Education and questions of trust

Education Minister Gillard and Prime Minister Rudd have for some time taken a belligerent stance towards teachers in the country’s public education system. They have portrayed public school teachers as a closed-minded and defensive group seeking to avoid scrutiny of their work and, by so-doing, failing to uphold the welfare of the students they are instructing. The PM and his deputy have striven to rally the community and parents in particular behind their “education revolution” and to get their trust that a whole series of major changes to public education are in the best interests of students and their school communities. Teachers are “the enemy within”, if Rudd and Gillard are to be believed. Unfortunately for the future of public education in Australia, it is the Rudd government that is betraying the trust placed in their hands at the last election and steering public education in a disastrous direction.

There have been many swipes and slurs along the way. The long-overdue national schools’ curriculum announced this week was dumped on teachers without consultation.

Gillard’s recent address to the National Press Club was full of references to “shining a light” on education and the national testing and benchmarks she insists will work to allocate resources to struggling schools and students. There is the clear implication that if a school or a child is struggling it is the fault of the teachers who are concealing their own mediocrity behind “closed doors”. She cites examples of the new type of educator the government is promoting, like those entering teaching through “Teach for Australia”. The US-inspired scheme allows higher education graduates to bypass the usual, rigorous teacher training and fast-track them into the classroom:

“...Shaun Isbister is teaching business studies as one of the first group of Teach for Australia associates. Shaun was the first person in his family to attend university. He ended up with first class honours in economics and was working as a business analyst before joining Teach for Australia.

“Now, after an intensive introduction to teaching, he is in his first weeks teaching kids with similar backgrounds to his own.

“Sean’s class motto is ‘results, not excuses’.”

Most of the reasons for underachieving students are bound up with the decades of under-resourcing to public schools and failure to meet the needs of the communities from which they draw their student populations. These are dismissed as “excuses”, however. Instead, teachers are to blame. According to this spin, their performance needs to be monitored with their results eventually posted to the My School website. Teaching is basic and easy, according the government: you do not even need teacher training to do it.

Gillard and Rudd recognise that public school teachers and their union are major potential obstacles to their plans for the dismantling of public education as we know it in Australia. The extent of the changes and the ultimate goal of large scale privatisation would not be welcomed by the parents and students of the country either and the government has been forced to conceal its intentions. A noteworthy example of this was the introduction of the My School website from which name-and-shame league tables have been compiled. The data is drawn from national literacy and numeracy (NAPLAN) testing.

Gillard is now introducing a number for all Australian students that will go with them throughout their education. The reasons given for this step vary.

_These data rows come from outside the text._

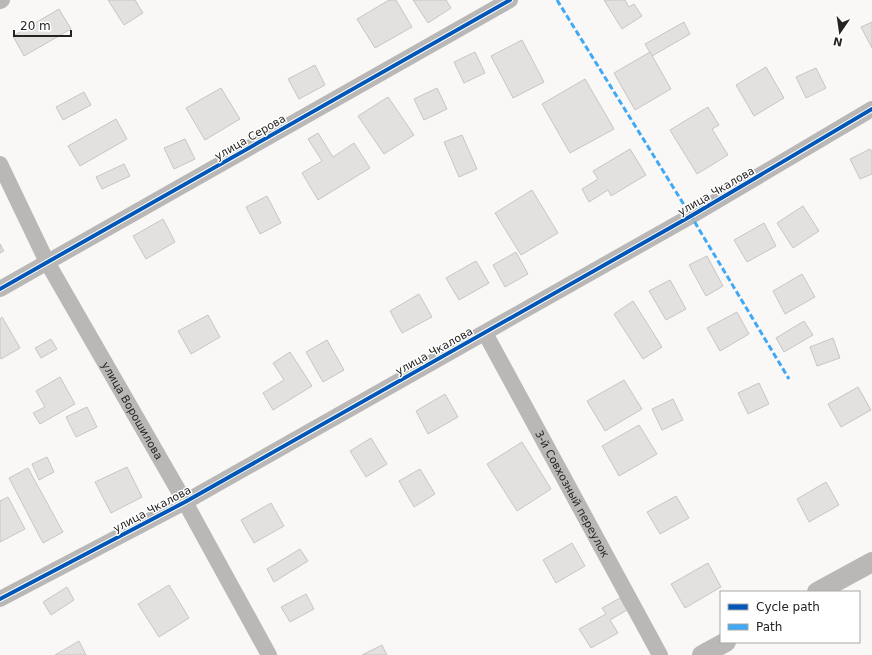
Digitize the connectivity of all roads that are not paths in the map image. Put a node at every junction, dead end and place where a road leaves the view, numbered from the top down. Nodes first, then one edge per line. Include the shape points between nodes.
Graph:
1 (510, 0) edge
2 (872, 109) edge
3 (0, 164) edge
4 (47, 262) junction
5 (0, 289) edge
6 (485, 333) junction
7 (185, 502) junction
8 (872, 562) edge
9 (819, 591) edge
10 (0, 599) edge
11 (724, 643) edge
12 (269, 655) edge
13 (660, 655) edge
14 (702, 655) edge

1 - 4 street, улица Серова
2 - 6 street, улица Чкалова
3 - 4 street, улица Ворошилова
4 - 5 street, улица Серова
4 - 7 street, улица Ворошилова
6 - 7 street, улица Чкалова
6 - 13 street, 3-й Совхозный переулок
7 - 10 street, улица Чкалова
7 - 12 street, улица Ворошилова
8 - 9 street
11 - 14 street

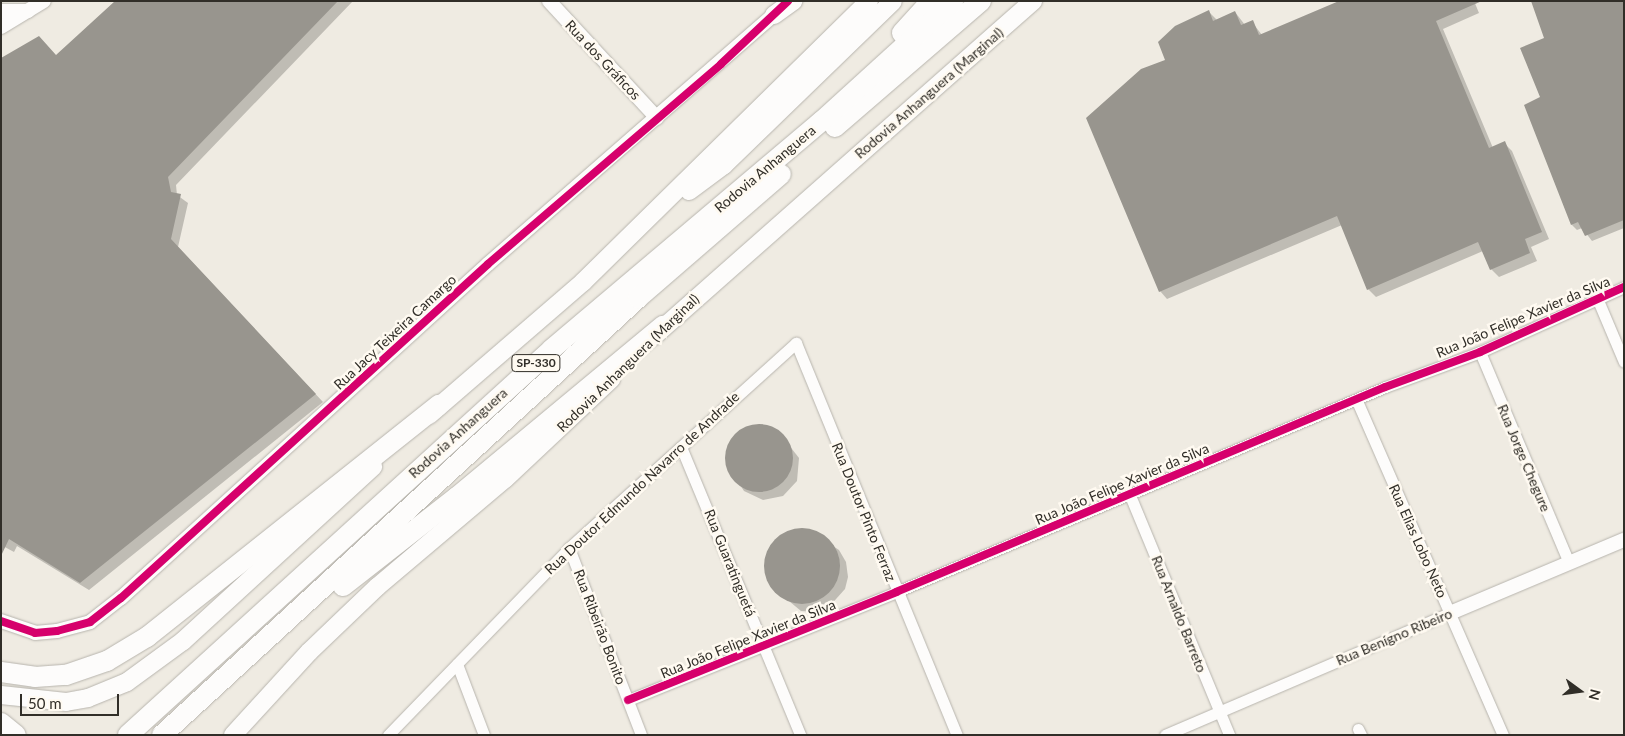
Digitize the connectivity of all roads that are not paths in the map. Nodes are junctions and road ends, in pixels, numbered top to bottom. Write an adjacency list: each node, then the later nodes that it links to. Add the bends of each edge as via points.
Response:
1 (44, 1): 11 (street)
2 (550, 1): 15 (street, Rua dos Gráficos)
3 (788, 1): 13 (street, Rua Jacy Teixeira Camargo)
4 (793, 1): 13 (highway)
5 (869, 1): 17 (highway)
6 (893, 1): 17 (highway, via 724,165)
7 (931, 1): 16 (highway)
8 (954, 1): 16 (highway, Rodovia Anhanguera / SP-330)
9 (981, 1): 35 (highway, Rodovia Anhanguera / SP-330, via 638,298)
10 (1033, 1): 20 (highway, Rodovia Anhanguera (Marginal))
11 (29, 10): 12 (street); 14 (street)
12 (1, 11)
13 (774, 15): 15 (street, Rua Jacy Teixeira Camargo)
14 (1, 27)
15 (657, 118): 33 (street, Rua Jacy Teixeira Camargo, via 488,264 319,420 90,622 36,634)
16 (822, 121): 43 (highway, Rodovia Anhanguera / SP-330, via 552,349)
17 (627, 238): 25 (highway, via 564,299)
18 (1624, 287): 19 (street, Rua João Felipe Xavier da Silva)
19 (1597, 298): 22 (street, Rua João Felipe Xavier da Silva); 23 (street)
20 (663, 326): 35 (highway, via 457,497); 45 (highway, Rodovia Anhanguera (Marginal), via 505,479 377,587 309,652)
21 (796, 343): 26 (street, Rua Doutor Edmundo Navarro de Andrade); 31 (street, Rua Doutor Pinto Ferraz)
22 (1480, 352): 24 (street, Rua João Felipe Xavier da Silva, via 1385,386); 30 (street, Rua Jorge Chegure)
23 (1624, 362)
24 (1357, 401): 27 (street, Rua João Felipe Xavier da Silva); 32 (street, Rua Elias Lobo Neto)
25 (439, 405): 37 (highway, via 147,637 107,661 66,675 36,677); 38 (highway, via 260,574 144,671 108,691 66,702)
26 (681, 447): 29 (street, Rua Doutor Edmundo Navarro de Andrade); 34 (street, Rua Guaratinguetá)
27 (1129, 493): 31 (street, Rua João Felipe Xavier da Silva); 40 (street, Rua Arnaldo Barreto)
28 (1624, 540): 30 (street, Rua Benígno Ribeiro)
29 (569, 548): 36 (street, Rua Doutor Edmundo Navarro de Andrade); 39 (street, Rua Ribeirão Bonito)
30 (1569, 563): 32 (street, Rua Benígno Ribeiro)
31 (896, 592): 34 (street, Rua João Felipe Xavier da Silva); 50 (street, Rua Doutor Pinto Ferraz)
32 (1450, 613): 40 (street, Rua Benígno Ribeiro); 53 (street, Rua Elias Lobo Neto)
33 (1, 621)
34 (764, 646): 39 (street, Rua João Felipe Xavier da Silva); 49 (street, Rua Guaratinguetá)
35 (244, 661): 44 (highway, Rodovia Anhanguera / SP-330)
36 (457, 664): 46 (street, Rua Doutor Edmundo Navarro de Andrade); 47 (street)
37 (1, 672)
38 (1, 695)
39 (628, 700): 48 (street, Rua Ribeirão Bonito)
40 (1219, 712): 51 (street, Rua Benígno Ribeiro); 52 (street, Rua Arnaldo Barreto)
41 (1, 723): 42 (highway)
42 (16, 735)
43 (128, 735)
44 (162, 735)
45 (233, 735)
46 (388, 735)
47 (484, 735)
48 (642, 735)
49 (800, 735)
50 (957, 735)
51 (1165, 735)
52 (1229, 735)
53 (1503, 735)

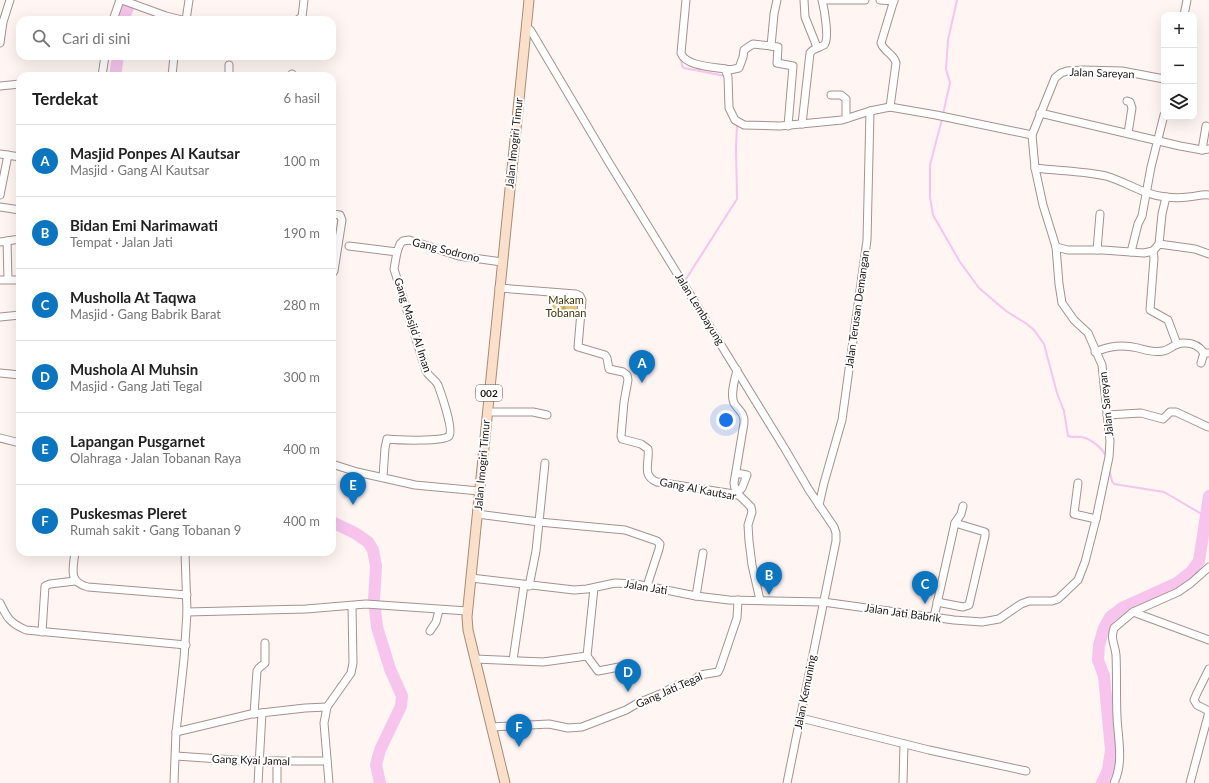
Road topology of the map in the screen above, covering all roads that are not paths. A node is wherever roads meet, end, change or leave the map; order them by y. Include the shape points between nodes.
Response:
1 (10, 0) edge
2 (122, 0) edge
3 (189, 0) edge
4 (304, 0) edge
5 (529, 0) edge
6 (686, 0) edge
7 (777, 0) edge
8 (804, 0) edge
9 (823, 0) edge
10 (848, 0) edge
11 (865, 0) edge
12 (880, 0) edge
13 (894, 0) edge
14 (1187, 0) edge
15 (1185, 12) edge
16 (114, 16) edge
17 (166, 16) edge
18 (187, 16) edge
19 (302, 16) edge
20 (526, 26) junction
21 (0, 43) edge
22 (771, 46) junction
23 (817, 48) junction
24 (104, 60) edge
25 (174, 60) edge
26 (229, 65) dead end
27 (794, 66) junction
28 (808, 67) junction
29 (726, 69) junction
30 (103, 72) edge
31 (172, 72) edge
32 (229, 72) edge
33 (1161, 78) edge
34 (16, 84) edge
35 (0, 86) edge
36 (832, 95) dead end
37 (1127, 101) dead end
38 (890, 107) junction
39 (870, 111) junction
40 (1040, 113) junction
41 (848, 118) junction
42 (1163, 120) edge
43 (802, 124) junction
44 (788, 126) junction
45 (1206, 126) dead end
46 (1128, 133) junction
47 (1032, 135) junction
48 (1157, 140) junction
49 (1205, 149) edge
50 (0, 154) edge
51 (8, 155) junction
52 (16, 156) edge
53 (1035, 168) junction
54 (1146, 193) junction
55 (0, 195) edge
56 (1209, 195) edge
57 (1166, 197) junction
58 (0, 207) edge
59 (16, 209) edge
60 (336, 214) edge
61 (1100, 214) dead end
62 (16, 240) edge
63 (336, 241) edge
64 (3, 242) edge
65 (1159, 244) junction
66 (349, 246) dead end
67 (1056, 247) junction
68 (1097, 250) junction
69 (1153, 251) junction
70 (397, 252) junction
71 (1132, 252) junction
72 (1209, 254) edge
73 (502, 262) junction
74 (4, 280) edge
75 (16, 280) edge
76 (499, 288) junction
77 (16, 315) edge
78 (0, 317) edge
79 (1177, 344) junction
80 (1095, 352) junction
81 (1206, 353) edge
82 (1201, 363) dead end
83 (737, 370) junction
84 (0, 373) edge
85 (16, 375) edge
86 (487, 412) junction
87 (547, 415) dead end
88 (1107, 415) junction
89 (1208, 427) dead end
90 (0, 438) edge
91 (16, 442) edge
92 (545, 463) dead end
93 (336, 465) edge
94 (736, 473) dead end
95 (383, 478) junction
96 (1078, 483) dead end
97 (479, 491) junction
98 (820, 505) junction
99 (963, 506) dead end
100 (477, 514) junction
101 (1096, 519) junction
102 (539, 522) junction
103 (955, 523) junction
104 (703, 552) dead end
105 (75, 556) edge
106 (185, 556) edge
107 (1209, 567) edge
108 (470, 578) junction
109 (75, 581) junction
110 (527, 585) junction
111 (647, 586) junction
112 (594, 588) junction
113 (187, 595) junction
114 (696, 596) junction
115 (738, 600) junction
116 (760, 600) junction
117 (0, 602) edge
118 (823, 602) junction
119 (938, 602) junction
120 (352, 606) junction
121 (439, 610) junction
122 (467, 611) junction
123 (187, 612) junction
124 (1133, 612) junction
125 (934, 617) junction
126 (982, 622) joint
127 (430, 631) dead end
128 (42, 632) junction
129 (1209, 640) edge
130 (265, 643) dead end
131 (186, 644) junction
132 (587, 656) junction
133 (475, 659) junction
134 (513, 660) junction
135 (619, 667) dead end
136 (1209, 668) edge
137 (326, 707) junction
138 (1209, 711) edge
139 (262, 713) junction
140 (254, 714) junction
141 (801, 718) junction
142 (491, 727) junction
143 (176, 732) junction
144 (904, 744) junction
145 (176, 756) junction
146 (260, 761) junction
147 (277, 761) junction
148 (327, 761) junction
149 (1026, 771) dead end
150 (174, 783) edge
151 (258, 783) edge
152 (277, 783) edge
153 (329, 783) edge
154 (505, 783) edge
155 (787, 783) edge
156 (903, 783) edge
157 (1114, 783) edge
158 (1190, 783) edge

1 - 21 street
2 - 16 street
2 - 17 street
3 - 18 street
4 - 19 street
5 - 20 main road, Jalan Imogiri Timur / 002
6 - 29 street via 682,57 690,62
7 - 22 street
8 - 23 street via 805,17
9 - 10 street
9 - 23 street via 826,42
10 - 11 street
12 - 13 street
13 - 38 street via 881,43 896,63
14 - 15 street
20 - 73 main road, Jalan Imogiri Timur / 002
20 - 83 street, Jalan Lembayung
22 - 27 street via 778,46 777,63
22 - 29 street via 753,44 744,50 739,68
23 - 28 street via 810,53
24 - 30 street
25 - 31 street
26 - 32 street
27 - 28 street
27 - 44 street
28 - 43 street
29 - 44 street via 729,108 735,120 744,125
33 - 40 street, Jalan Sareyan via 1122,71 1067,71 1055,78
34 - 35 street
36 - 41 street via 846,98
37 - 46 street via 1132,108
38 - 39 street
38 - 47 street
39 - 41 street
39 - 98 street, Jalan Terusan Demangan via 867,240 843,416
40 - 46 street
40 - 47 street, Jalan Sareyan
41 - 43 street
42 - 48 street
43 - 44 street
45 - 49 street
46 - 48 street
47 - 53 street, Jalan Sareyan
48 - 49 street
48 - 54 street
50 - 51 street
51 - 52 street
51 - 55 street
53 - 54 street via 1104,176
53 - 67 street, Jalan Sareyan
54 - 57 street
54 - 71 street
56 - 57 street
57 - 65 street
58 - 59 street
60 - 63 street via 342,217
61 - 68 street
62 - 64 street
64 - 74 street
65 - 69 street
65 - 72 street via 1195,249
66 - 70 street
67 - 68 street via 1068,250
67 - 80 street, Jalan Sareyan via 1062,303 1074,320 1088,333
68 - 71 street
69 - 71 street
69 - 79 street via 1150,310 1168,320
70 - 73 street, Gang Sodrono via 401,242 409,240 459,256
70 - 95 street, Gang Masjid Al Iman via 394,269 426,371 437,384 450,433 443,438 387,439
73 - 76 main road, Jalan Imogiri Timur / 002
74 - 75 street
76 - 86 main road, Jalan Imogiri Timur / 002
76 - 116 street, Gang Al Kautsar via 580,296 582,300 578,347 606,356 609,369 623,372 627,376 621,436 622,439 641,444 648,449 649,478 656,482 737,494 752,508 748,525 749,541
77 - 78 street
79 - 80 street via 1159,352 1126,346 1108,346
79 - 81 street via 1190,343
80 - 88 street, Jalan Sareyan via 1102,365
81 - 82 street
83 - 94 street via 733,396 744,419
83 - 98 street, Jalan Lembayung
84 - 85 street
86 - 87 street via 533,412
86 - 97 main road, Jalan Imogiri Timur / 002
88 - 89 street via 1141,414 1163,419 1170,412 1176,412
88 - 101 street, Jalan Sareyan via 1109,457
90 - 91 street
92 - 102 street
93 - 95 street
95 - 97 street via 425,487
96 - 101 street via 1074,514
97 - 100 main road, Jalan Imogiri Timur / 002
98 - 118 street, Jalan Lembayung via 836,535
99 - 103 street
100 - 102 street
100 - 108 main road, Jalan Imogiri Timur / 002
101 - 126 street, Jalan Sareyan via 1080,577 1060,598 1052,601 1029,600 1004,617
102 - 110 street via 536,551
102 - 111 street via 625,530 657,541 660,544 659,549
103 - 119 street
103 - 119 street via 985,532 981,555 969,605 963,607
104 - 114 street
105 - 109 street
106 - 113 street
107 - 124 street via 1178,592
108 - 110 street, Jalan Jati
108 - 122 main road, Jalan Imogiri Timur / 002
109 - 113 street via 88,587
109 - 128 street via 46,584
110 - 112 street, Jalan Jati via 574,590
110 - 134 street
111 - 112 street, Jalan Jati via 615,583
111 - 114 street, Jalan Jati
112 - 132 street
113 - 123 street
114 - 115 street, Jalan Jati
115 - 116 street, Jalan Jati
115 - 142 street, Gang Jati Tegal via 737,618 718,672 700,675 692,682 680,684 626,710 582,727 568,728 549,724
116 - 118 street, Jalan Jati
117 - 128 street via 11,622 26,630
118 - 125 street, Jalan Jati Babrik
118 - 141 street, Jalan Kemuning
119 - 125 street
120 - 121 street via 379,604
120 - 123 street
120 - 137 street via 351,673
121 - 122 street
121 - 127 street
122 - 133 main road, Jalan Imogiri Timur / 002
123 - 131 street
124 - 129 street
124 - 157 street via 1114,628 1112,634 1116,654 1120,760
125 - 126 street, Jalan Jati Babrik
128 - 131 street
130 - 140 street via 265,663 257,671
131 - 143 street
132 - 134 street via 543,662
132 - 135 street via 598,671
133 - 134 street
133 - 142 main road, Jalan Imogiri Timur / 002
136 - 138 street via 1194,700 1197,705
137 - 139 street
137 - 148 street via 324,723
138 - 158 street
139 - 140 street
139 - 146 street
140 - 143 street
141 - 144 street
141 - 155 street, Jalan Kemuning
142 - 154 main road, Jalan Imogiri Timur / 002
143 - 145 street
144 - 149 street
144 - 156 street
145 - 146 street, Gang Kyai Jamal
145 - 150 street
146 - 147 street, Gang Kyai Jamal
146 - 151 street
147 - 148 street, Gang Kyai Jamal
147 - 152 street
148 - 153 street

But at bottom, the idea of employers having a virtual dossier on a worker’s whole life during his or her primary or secondary education is disturbing. They should not be trusted with that personal information. It is already a step too far. But it is the government’s other, unstated motives in introducing a student number which need to be questioned. Could it be that students need a number to track payments made “across systems” when they qualify for an education voucher? Couldn’t this initiative get around the fact that school children are too young to be stamped with a Centrelink client number?

It is the government that cannot be trusted on these burning issues in public education.